(Your instructions) Filter the listing below, keeping every line that holds "Dalkjusevägen".

(Listed records)
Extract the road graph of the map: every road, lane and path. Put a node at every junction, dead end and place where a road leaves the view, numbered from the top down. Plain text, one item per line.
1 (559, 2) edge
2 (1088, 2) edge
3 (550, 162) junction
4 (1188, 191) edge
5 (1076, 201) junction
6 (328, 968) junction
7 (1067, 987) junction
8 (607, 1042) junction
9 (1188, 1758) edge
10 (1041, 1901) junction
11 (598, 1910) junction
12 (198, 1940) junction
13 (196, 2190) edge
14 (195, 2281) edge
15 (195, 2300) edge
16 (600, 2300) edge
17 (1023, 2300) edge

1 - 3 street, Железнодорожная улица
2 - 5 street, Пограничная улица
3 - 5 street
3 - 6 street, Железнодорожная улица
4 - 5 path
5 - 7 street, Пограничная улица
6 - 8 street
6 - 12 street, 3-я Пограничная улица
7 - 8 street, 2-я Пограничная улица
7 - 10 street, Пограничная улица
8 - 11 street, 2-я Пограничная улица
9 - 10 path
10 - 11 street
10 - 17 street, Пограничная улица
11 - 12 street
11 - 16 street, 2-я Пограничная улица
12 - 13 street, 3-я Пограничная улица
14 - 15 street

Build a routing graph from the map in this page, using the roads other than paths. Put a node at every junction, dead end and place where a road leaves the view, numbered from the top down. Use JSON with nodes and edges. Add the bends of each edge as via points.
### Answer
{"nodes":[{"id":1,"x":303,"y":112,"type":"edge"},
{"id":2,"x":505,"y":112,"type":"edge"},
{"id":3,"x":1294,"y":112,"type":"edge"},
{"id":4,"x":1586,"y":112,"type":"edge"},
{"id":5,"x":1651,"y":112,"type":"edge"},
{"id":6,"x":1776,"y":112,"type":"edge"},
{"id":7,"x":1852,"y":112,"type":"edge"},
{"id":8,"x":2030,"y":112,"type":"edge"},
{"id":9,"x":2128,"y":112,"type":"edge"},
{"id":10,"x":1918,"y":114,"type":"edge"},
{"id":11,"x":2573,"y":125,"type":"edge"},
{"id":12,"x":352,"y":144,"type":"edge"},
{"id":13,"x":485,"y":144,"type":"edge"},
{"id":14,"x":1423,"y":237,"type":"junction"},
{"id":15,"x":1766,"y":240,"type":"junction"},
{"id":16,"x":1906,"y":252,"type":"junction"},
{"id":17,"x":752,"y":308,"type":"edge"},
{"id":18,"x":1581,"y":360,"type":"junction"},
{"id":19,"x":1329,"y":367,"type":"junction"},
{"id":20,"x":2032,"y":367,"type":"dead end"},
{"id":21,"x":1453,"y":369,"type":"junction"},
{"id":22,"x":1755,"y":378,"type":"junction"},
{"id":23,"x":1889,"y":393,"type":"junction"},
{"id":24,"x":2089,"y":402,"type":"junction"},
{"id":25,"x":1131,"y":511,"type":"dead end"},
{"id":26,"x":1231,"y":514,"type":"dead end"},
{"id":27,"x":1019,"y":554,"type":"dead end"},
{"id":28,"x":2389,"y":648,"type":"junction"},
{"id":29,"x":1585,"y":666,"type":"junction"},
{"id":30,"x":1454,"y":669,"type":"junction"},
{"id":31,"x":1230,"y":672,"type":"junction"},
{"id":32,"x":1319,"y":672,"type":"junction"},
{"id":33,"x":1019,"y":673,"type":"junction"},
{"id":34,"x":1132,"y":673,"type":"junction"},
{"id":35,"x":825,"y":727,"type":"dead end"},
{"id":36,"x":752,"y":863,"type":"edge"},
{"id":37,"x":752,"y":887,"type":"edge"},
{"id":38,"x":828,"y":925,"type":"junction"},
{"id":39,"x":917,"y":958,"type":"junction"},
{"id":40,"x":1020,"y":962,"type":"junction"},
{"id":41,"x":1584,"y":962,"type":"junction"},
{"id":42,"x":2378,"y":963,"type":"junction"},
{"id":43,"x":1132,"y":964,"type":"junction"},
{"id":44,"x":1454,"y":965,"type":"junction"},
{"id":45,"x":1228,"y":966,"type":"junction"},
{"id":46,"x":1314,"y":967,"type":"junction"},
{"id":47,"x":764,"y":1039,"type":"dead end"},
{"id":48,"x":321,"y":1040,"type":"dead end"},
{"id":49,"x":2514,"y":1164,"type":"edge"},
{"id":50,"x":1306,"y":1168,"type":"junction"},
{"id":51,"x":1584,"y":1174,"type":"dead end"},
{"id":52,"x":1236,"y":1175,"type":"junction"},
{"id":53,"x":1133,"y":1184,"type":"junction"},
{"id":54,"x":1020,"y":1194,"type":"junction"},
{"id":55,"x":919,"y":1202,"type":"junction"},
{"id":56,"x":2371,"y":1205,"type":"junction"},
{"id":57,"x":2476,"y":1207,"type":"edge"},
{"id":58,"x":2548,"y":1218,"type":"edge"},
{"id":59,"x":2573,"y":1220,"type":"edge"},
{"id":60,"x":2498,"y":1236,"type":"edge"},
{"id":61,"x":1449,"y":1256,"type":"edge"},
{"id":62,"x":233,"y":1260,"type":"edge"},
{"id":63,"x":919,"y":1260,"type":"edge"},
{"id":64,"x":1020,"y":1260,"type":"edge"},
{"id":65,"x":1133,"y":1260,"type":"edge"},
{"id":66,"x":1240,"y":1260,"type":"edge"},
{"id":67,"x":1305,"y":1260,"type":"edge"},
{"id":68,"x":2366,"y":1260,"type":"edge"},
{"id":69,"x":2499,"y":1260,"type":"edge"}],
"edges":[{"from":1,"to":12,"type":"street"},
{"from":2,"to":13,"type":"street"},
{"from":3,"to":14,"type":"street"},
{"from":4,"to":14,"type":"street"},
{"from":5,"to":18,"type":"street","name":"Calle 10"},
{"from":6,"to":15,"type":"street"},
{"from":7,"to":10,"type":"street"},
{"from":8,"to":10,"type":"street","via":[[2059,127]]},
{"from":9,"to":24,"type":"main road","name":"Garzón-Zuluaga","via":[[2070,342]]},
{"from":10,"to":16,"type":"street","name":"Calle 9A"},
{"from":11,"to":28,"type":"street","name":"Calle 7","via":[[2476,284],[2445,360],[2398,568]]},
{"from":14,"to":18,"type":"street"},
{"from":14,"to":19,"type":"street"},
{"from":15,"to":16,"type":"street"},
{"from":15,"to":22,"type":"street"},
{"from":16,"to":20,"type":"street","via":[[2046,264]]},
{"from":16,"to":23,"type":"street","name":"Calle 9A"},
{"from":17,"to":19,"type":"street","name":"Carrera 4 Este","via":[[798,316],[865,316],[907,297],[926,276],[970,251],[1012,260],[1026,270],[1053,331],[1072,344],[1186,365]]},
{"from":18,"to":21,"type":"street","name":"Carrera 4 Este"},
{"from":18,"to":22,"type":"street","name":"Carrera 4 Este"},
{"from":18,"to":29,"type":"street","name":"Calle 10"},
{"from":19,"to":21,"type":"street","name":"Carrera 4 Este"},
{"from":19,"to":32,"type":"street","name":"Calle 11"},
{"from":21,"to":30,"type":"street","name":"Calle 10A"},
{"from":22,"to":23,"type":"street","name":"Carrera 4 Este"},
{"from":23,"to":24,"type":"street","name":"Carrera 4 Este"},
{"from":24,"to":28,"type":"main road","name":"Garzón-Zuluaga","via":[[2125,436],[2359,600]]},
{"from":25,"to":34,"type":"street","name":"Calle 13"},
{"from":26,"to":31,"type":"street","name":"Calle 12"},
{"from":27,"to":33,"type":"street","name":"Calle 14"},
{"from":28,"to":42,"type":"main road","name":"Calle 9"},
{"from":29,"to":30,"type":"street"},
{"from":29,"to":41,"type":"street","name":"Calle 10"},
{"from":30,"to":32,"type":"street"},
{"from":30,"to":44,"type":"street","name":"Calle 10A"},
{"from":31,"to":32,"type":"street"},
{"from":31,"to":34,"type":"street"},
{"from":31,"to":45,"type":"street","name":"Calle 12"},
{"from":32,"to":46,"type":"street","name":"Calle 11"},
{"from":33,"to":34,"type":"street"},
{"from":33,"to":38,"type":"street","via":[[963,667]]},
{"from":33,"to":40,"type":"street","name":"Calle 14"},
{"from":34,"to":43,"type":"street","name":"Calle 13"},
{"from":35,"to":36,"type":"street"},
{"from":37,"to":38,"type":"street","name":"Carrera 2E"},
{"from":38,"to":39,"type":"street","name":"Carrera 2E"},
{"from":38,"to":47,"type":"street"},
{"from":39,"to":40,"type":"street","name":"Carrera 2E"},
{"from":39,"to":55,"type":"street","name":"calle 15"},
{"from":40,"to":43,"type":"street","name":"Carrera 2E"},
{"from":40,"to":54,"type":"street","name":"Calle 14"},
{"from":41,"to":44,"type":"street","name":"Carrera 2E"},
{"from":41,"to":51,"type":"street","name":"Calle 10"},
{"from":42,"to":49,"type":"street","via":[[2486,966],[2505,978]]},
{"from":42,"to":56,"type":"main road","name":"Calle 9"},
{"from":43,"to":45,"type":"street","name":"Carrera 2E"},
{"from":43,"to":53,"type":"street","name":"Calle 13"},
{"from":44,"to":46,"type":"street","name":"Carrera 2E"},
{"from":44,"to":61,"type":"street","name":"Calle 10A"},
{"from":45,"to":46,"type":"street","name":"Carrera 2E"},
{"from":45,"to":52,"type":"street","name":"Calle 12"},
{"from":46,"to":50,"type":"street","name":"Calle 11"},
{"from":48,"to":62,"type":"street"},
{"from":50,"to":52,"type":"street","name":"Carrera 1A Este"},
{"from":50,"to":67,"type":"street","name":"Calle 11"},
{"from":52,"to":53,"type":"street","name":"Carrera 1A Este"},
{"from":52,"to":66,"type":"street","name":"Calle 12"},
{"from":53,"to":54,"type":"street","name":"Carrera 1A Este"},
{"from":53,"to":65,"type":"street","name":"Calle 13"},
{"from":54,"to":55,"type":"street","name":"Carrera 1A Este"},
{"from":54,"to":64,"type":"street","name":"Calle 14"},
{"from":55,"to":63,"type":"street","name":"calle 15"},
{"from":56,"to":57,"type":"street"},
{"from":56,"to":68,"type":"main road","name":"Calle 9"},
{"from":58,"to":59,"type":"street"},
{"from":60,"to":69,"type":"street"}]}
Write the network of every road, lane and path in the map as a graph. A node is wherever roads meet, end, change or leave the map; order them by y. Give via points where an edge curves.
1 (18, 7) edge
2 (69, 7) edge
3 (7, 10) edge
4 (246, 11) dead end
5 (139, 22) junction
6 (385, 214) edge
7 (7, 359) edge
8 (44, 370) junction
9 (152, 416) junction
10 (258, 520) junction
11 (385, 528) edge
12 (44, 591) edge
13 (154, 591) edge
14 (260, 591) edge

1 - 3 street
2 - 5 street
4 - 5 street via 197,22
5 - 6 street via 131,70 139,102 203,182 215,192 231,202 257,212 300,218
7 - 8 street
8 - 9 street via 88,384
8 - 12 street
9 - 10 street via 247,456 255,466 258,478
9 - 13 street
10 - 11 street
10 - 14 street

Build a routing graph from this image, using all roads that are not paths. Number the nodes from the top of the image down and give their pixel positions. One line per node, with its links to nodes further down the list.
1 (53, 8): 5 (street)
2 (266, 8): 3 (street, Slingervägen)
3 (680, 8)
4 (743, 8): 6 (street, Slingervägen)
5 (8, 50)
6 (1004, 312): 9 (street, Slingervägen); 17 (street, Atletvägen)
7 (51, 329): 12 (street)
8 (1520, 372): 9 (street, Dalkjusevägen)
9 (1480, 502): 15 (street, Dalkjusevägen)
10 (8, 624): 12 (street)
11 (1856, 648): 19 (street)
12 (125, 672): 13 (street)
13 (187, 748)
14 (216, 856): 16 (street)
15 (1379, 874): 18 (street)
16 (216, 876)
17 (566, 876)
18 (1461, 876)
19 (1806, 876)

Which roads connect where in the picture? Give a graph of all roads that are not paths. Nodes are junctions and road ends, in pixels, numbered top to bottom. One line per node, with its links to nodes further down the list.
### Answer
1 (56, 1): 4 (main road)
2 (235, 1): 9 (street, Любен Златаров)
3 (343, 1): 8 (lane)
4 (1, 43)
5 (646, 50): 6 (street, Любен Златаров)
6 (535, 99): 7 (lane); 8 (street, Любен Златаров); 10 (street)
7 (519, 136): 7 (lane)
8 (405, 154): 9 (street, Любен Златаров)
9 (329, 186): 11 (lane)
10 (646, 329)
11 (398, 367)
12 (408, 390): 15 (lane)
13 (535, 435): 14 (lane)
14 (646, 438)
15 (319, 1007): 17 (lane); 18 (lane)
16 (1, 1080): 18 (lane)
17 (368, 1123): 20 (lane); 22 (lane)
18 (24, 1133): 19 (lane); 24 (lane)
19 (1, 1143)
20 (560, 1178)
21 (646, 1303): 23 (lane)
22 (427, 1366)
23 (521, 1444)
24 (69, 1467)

(Response for this exercise)
8 (1520, 372): 9 (street, Dalkjusevägen)
9 (1480, 502): 15 (street, Dalkjusevägen)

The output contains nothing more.